- **AVAILABLE DATA**
◆ ◆ ◆
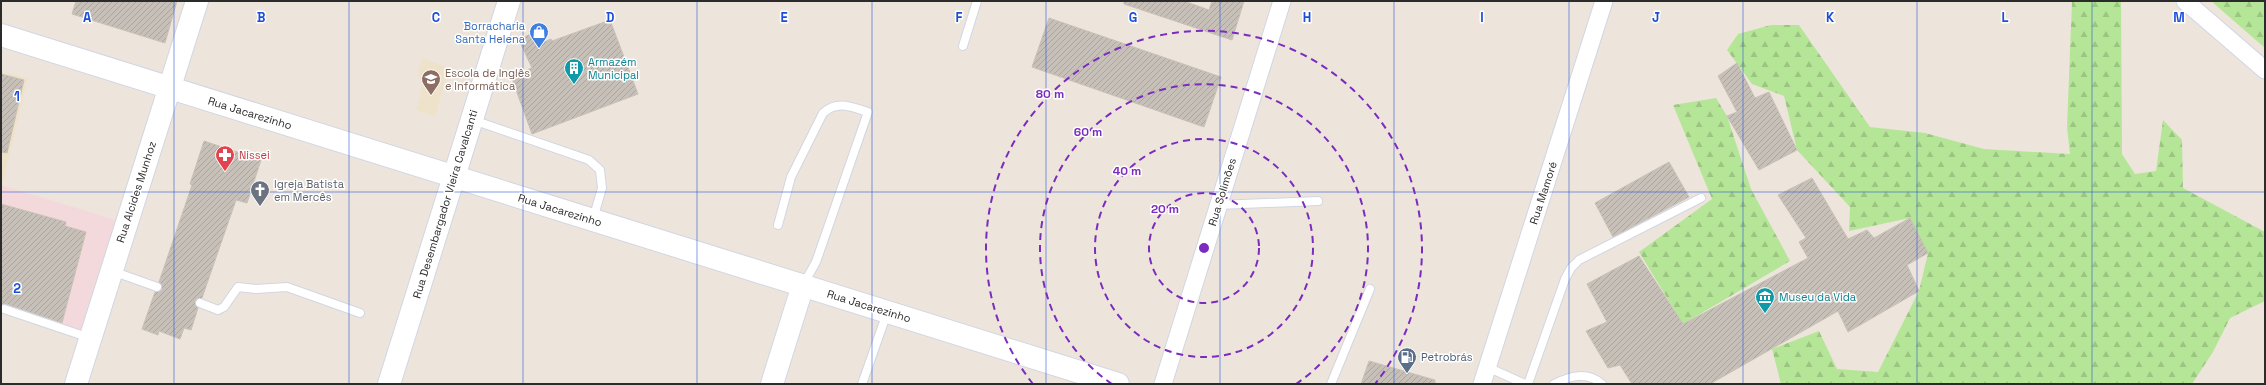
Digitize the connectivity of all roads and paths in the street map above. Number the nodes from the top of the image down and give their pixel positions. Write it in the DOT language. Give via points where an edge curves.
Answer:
graph roads {
  1 [pos="197,1"];
  2 [pos="509,1"];
  3 [pos="977,1"];
  4 [pos="1282,1"];
  5 [pos="1604,1"];
  6 [pos="2185,1"];
  7 [pos="1,36"];
  8 [pos="963,46"];
  9 [pos="2265,70"];
  10 [pos="170,88"];
  11 [pos="472,120"];
  12 [pos="454,177"];
  13 [pos="1701,198"];
  14 [pos="1318,201"];
  15 [pos="1218,205"];
  16 [pos="592,220"];
  17 [pos="778,225"];
  18 [pos="111,271"];
  19 [pos="803,286"];
  20 [pos="157,287"];
  21 [pos="1370,288"];
  22 [pos="200,303"];
  23 [pos="4,309"];
  24 [pos="887,312"];
  25 [pos="360,313"];
  26 [pos="90,338"];
  27 [pos="1487,368"];
  28 [pos="76,384"];
  29 [pos="389,384"];
  30 [pos="772,384"];
  31 [pos="862,384"];
  32 [pos="1118,384"];
  33 [pos="1163,384"];
  34 [pos="1331,384"];
  35 [pos="1482,384"];
  36 [pos="1525,384"];
  37 [pos="1528,384"];
  38 [pos="1554,384"];
  39 [pos="1602,384"];
  1 -- 10 [label="main road, Rua Alcides Munhoz"];
  2 -- 11 [label="main road, Rua Desembargador Vieira Cavalcanti"];
  3 -- 8 [label="lane"];
  4 -- 15 [label="street, Rua Solimões"];
  5 -- 27 [label="street, Rua Mamoré"];
  6 -- 9 [label="street"];
  7 -- 10 [label="main road, Rua Jacarezinho"];
  10 -- 12 [label="main road, Rua Jacarezinho"];
  10 -- 18 [label="main road, Rua Alcides Munhoz"];
  11 -- 12 [label="main road, Rua Desembargador Vieira Cavalcanti"];
  11 -- 16 [label="lane" via="589,160 600,170 602,188"];
  12 -- 16 [label="main road, Rua Jacarezinho"];
  12 -- 29 [label="main road, Rua Desembargador Vieira Cavalcanti"];
  13 -- 37 [label="lane" via="1579,260 1571,268 1565,278"];
  14 -- 15 [label="lane"];
  15 -- 33 [label="street, Rua Solimões"];
  16 -- 19 [label="main road, Rua Jacarezinho"];
  17 -- 19 [label="lane" via="791,177 823,113 831,106 842,104 868,112 816,262"];
  18 -- 20 [label="lane"];
  18 -- 26 [label="main road, Rua Alcides Munhoz"];
  19 -- 24 [label="main road, Rua Jacarezinho"];
  19 -- 30 [label="main road"];
  21 -- 34 [label="lane"];
  22 -- 25 [label="lane" via="218,310 224,307 238,287 287,287"];
  23 -- 26 [label="lane"];
  24 -- 31 [label="lane"];
  24 -- 32 [label="main road, Rua Jacarezinho"];
  26 -- 28 [label="main road, Rua Alcides Munhoz"];
  27 -- 35 [label="street, Rua Mamoré"];
  27 -- 36 [label="lane"];
  38 -- 39 [label="lane" via="1583,375"];
}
◆ ◆ ◆
- **TASK TO CARRY OUT**
Retype the data word for word, please, and keep the images out.

- **ANSWER SECTION**
Digitize the connectivity of all roads and paths in the street map above. Number the nodes from the top of the image down and give their pixel positions. Write it in the DOT language. Give via points where an edge curves.
Answer:
graph roads {
  1 [pos="197,1"];
  2 [pos="509,1"];
  3 [pos="977,1"];
  4 [pos="1282,1"];
  5 [pos="1604,1"];
  6 [pos="2185,1"];
  7 [pos="1,36"];
  8 [pos="963,46"];
  9 [pos="2265,70"];
  10 [pos="170,88"];
  11 [pos="472,120"];
  12 [pos="454,177"];
  13 [pos="1701,198"];
  14 [pos="1318,201"];
  15 [pos="1218,205"];
  16 [pos="592,220"];
  17 [pos="778,225"];
  18 [pos="111,271"];
  19 [pos="803,286"];
  20 [pos="157,287"];
  21 [pos="1370,288"];
  22 [pos="200,303"];
  23 [pos="4,309"];
  24 [pos="887,312"];
  25 [pos="360,313"];
  26 [pos="90,338"];
  27 [pos="1487,368"];
  28 [pos="76,384"];
  29 [pos="389,384"];
  30 [pos="772,384"];
  31 [pos="862,384"];
  32 [pos="1118,384"];
  33 [pos="1163,384"];
  34 [pos="1331,384"];
  35 [pos="1482,384"];
  36 [pos="1525,384"];
  37 [pos="1528,384"];
  38 [pos="1554,384"];
  39 [pos="1602,384"];
  1 -- 10 [label="main road, Rua Alcides Munhoz"];
  2 -- 11 [label="main road, Rua Desembargador Vieira Cavalcanti"];
  3 -- 8 [label="lane"];
  4 -- 15 [label="street, Rua Solimões"];
  5 -- 27 [label="street, Rua Mamoré"];
  6 -- 9 [label="street"];
  7 -- 10 [label="main road, Rua Jacarezinho"];
  10 -- 12 [label="main road, Rua Jacarezinho"];
  10 -- 18 [label="main road, Rua Alcides Munhoz"];
  11 -- 12 [label="main road, Rua Desembargador Vieira Cavalcanti"];
  11 -- 16 [label="lane" via="589,160 600,170 602,188"];
  12 -- 16 [label="main road, Rua Jacarezinho"];
  12 -- 29 [label="main road, Rua Desembargador Vieira Cavalcanti"];
  13 -- 37 [label="lane" via="1579,260 1571,268 1565,278"];
  14 -- 15 [label="lane"];
  15 -- 33 [label="street, Rua Solimões"];
  16 -- 19 [label="main road, Rua Jacarezinho"];
  17 -- 19 [label="lane" via="791,177 823,113 831,106 842,104 868,112 816,262"];
  18 -- 20 [label="lane"];
  18 -- 26 [label="main road, Rua Alcides Munhoz"];
  19 -- 24 [label="main road, Rua Jacarezinho"];
  19 -- 30 [label="main road"];
  21 -- 34 [label="lane"];
  22 -- 25 [label="lane" via="218,310 224,307 238,287 287,287"];
  23 -- 26 [label="lane"];
  24 -- 31 [label="lane"];
  24 -- 32 [label="main road, Rua Jacarezinho"];
  26 -- 28 [label="main road, Rua Alcides Munhoz"];
  27 -- 35 [label="street, Rua Mamoré"];
  27 -- 36 [label="lane"];
  38 -- 39 [label="lane" via="1583,375"];
}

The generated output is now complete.